No lack of service delivery will stop us from voting say Duncan Village residents

Ziphunzana informal settlement in East London.

If it is not blocked toilets, then it’s garbage piling up next to people’s homes. But the community of Duncan Village in East London say they know the importance of voting.
It was a sunny Sunday when Elitsha visited the area. Most people were busy doing their washing, some sitting next to their shacks. There were political party representatives who were busy doing door to door campaigning.

Duncan Village, East London, Eastern Cape, South Africa

“No lack of service delivery will stop me from voting”. These were the words of Zakes Diba, a 46-year-old man living in Holomisa Informal Settlement in Duncan Village. Diba was speaking to our reporter after he took time away from his wife and kids and showed us around the informal settlement.

In front of his house, there’s a small river with foul smelling water. Even though he wished the municipality would clean the area, he said he will continue to vote until things get better.

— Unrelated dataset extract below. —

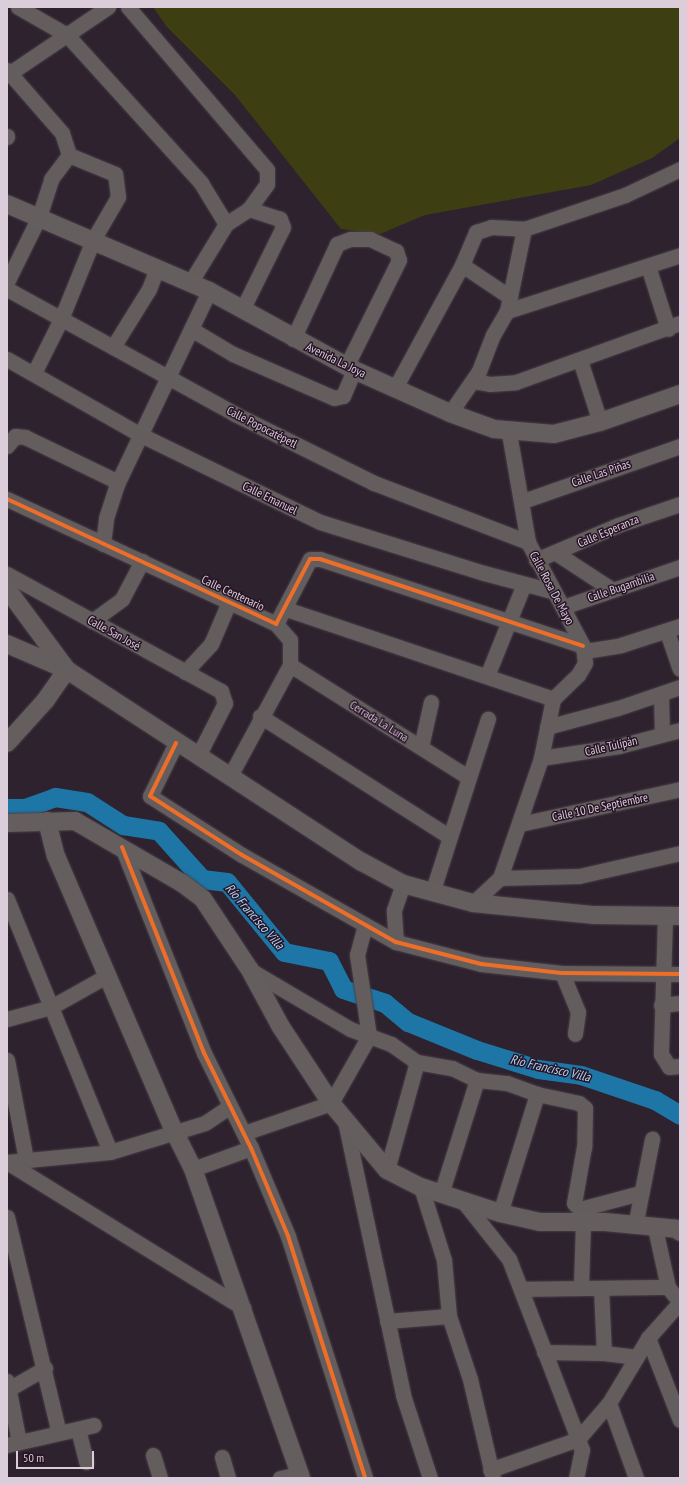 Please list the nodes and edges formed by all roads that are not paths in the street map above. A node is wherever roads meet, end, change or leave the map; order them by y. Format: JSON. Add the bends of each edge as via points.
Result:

“This is about knowing where you coming from and know who saved you from the apartheid government,” he said.

The father of two boys said he’s been living in Holomisa Informal Settlement since 1994.

“There were bushes around here. At the time there was a community leader; we used to buy him brandy in exchange for sites,” said Diba.

“At the time things were worse, we did not have water; we used bushes to relieve ourselves,” he said.

Holomisa Informal Settlement has more than 2,000 residents according to Diba with only 10 toilets to share – five toilets each for males and females. At least the women’s side is much cleaner than those toilets used by men. Only two toilets are working and the rest are blocked. There’s only one standpipe tap but residents said they are used to the conditions.

A communal toilet in Ziphunzana. Photos: Elitsha reporter.

Athenkosi Sidima (32) from Florence Informal Settlement is also singing Diba’s tune.

He lives in a one room shack.

He said he pays R150 every month for electricity he gets from the houses side.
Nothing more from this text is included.